**TASK INSTRUCTIONS**
Pull out of the data below the stretch of lines bounded by the one containing "ring pip: (400, 236)" and the one containing "thumb cmc: (598, 409)", both bounds included, unchanged.

**RECORDS SUPPLIED**
- - -

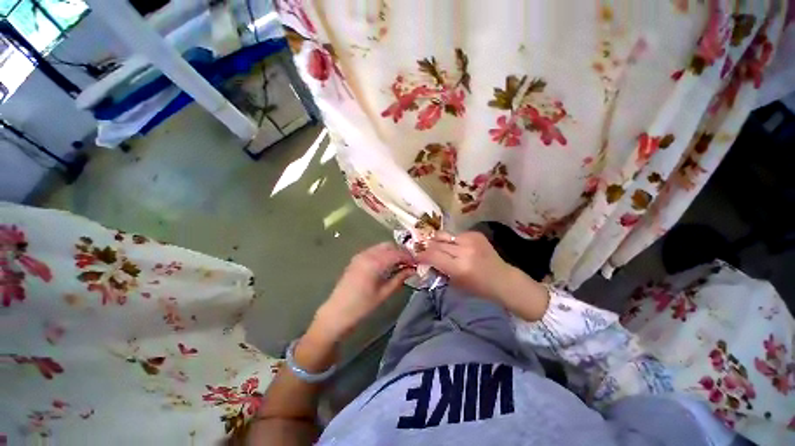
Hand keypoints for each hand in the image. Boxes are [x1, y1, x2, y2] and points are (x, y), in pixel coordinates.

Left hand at [312, 243, 414, 340]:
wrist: (337, 312)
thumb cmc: (362, 306)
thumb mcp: (384, 293)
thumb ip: (399, 279)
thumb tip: (413, 270)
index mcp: (375, 262)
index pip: (397, 253)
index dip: (409, 257)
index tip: (417, 263)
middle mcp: (367, 254)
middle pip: (389, 246)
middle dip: (400, 252)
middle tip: (409, 263)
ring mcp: (360, 255)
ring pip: (381, 247)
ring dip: (392, 252)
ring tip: (400, 265)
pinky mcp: (356, 259)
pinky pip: (373, 251)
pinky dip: (383, 254)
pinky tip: (386, 265)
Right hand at [415, 231, 511, 300]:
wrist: (502, 278)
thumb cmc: (477, 287)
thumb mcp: (455, 283)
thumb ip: (439, 270)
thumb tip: (426, 260)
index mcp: (459, 267)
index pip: (433, 256)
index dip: (422, 255)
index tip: (417, 256)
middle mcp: (464, 251)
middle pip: (437, 243)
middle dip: (428, 247)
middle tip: (424, 250)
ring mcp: (471, 240)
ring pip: (444, 235)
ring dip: (438, 241)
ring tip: (438, 246)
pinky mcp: (475, 234)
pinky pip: (456, 234)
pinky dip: (452, 240)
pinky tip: (456, 246)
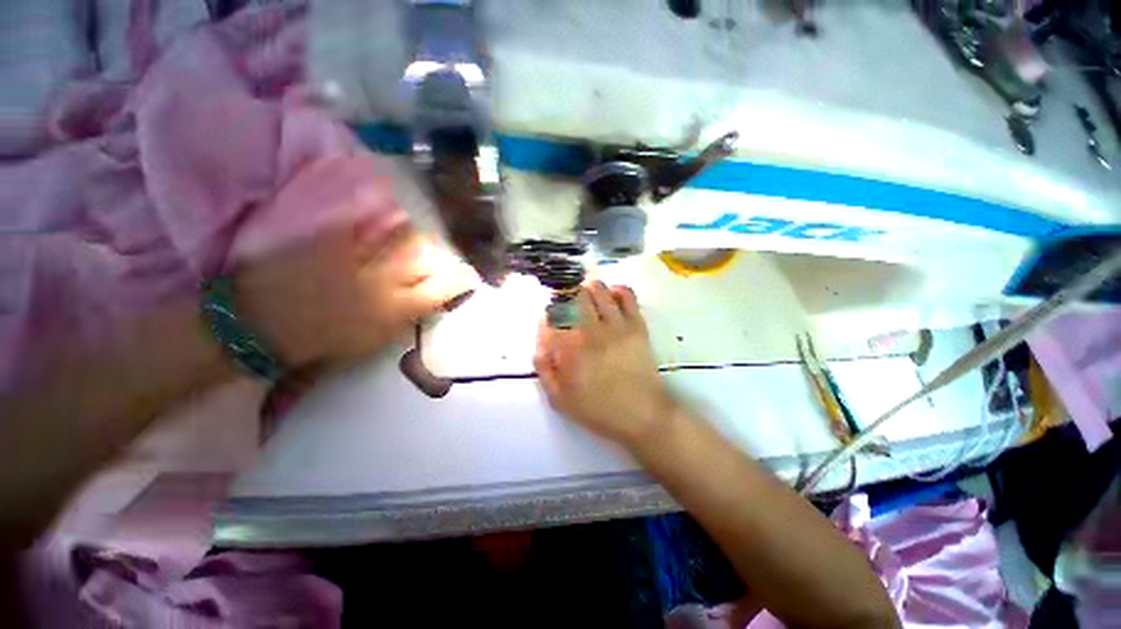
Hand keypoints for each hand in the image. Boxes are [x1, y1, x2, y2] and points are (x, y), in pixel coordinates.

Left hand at [231, 158, 479, 370]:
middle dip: (439, 254)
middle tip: (441, 256)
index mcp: (394, 310)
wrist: (258, 327)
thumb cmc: (320, 343)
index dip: (461, 280)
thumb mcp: (373, 342)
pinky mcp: (329, 238)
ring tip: (417, 233)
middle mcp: (383, 280)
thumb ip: (406, 320)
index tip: (470, 275)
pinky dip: (377, 211)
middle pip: (425, 257)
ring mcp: (356, 256)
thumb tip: (430, 301)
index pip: (442, 289)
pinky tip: (386, 205)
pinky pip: (363, 219)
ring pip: (400, 236)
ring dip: (414, 233)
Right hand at [534, 281, 676, 445]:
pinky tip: (611, 297)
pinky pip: (627, 295)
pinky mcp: (637, 324)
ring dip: (588, 289)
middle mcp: (591, 330)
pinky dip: (617, 290)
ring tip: (587, 297)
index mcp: (570, 349)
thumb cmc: (598, 409)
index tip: (549, 320)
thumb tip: (539, 342)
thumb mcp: (559, 399)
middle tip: (567, 305)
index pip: (552, 316)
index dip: (548, 314)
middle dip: (566, 295)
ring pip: (599, 290)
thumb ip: (544, 369)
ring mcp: (616, 325)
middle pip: (574, 295)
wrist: (641, 414)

- - -

**ANSWER SPACE**
ring pip: (400, 236)
ring dip: (414, 233)
Right hand at [534, 281, 676, 445]:
pinky tip: (611, 297)
pinky pip: (627, 295)
pinky mcp: (637, 324)
ring dip: (588, 289)
middle mcp: (591, 330)
pinky dip: (617, 290)
ring tip: (587, 297)
index mcp: (570, 349)
thumb cmc: (598, 409)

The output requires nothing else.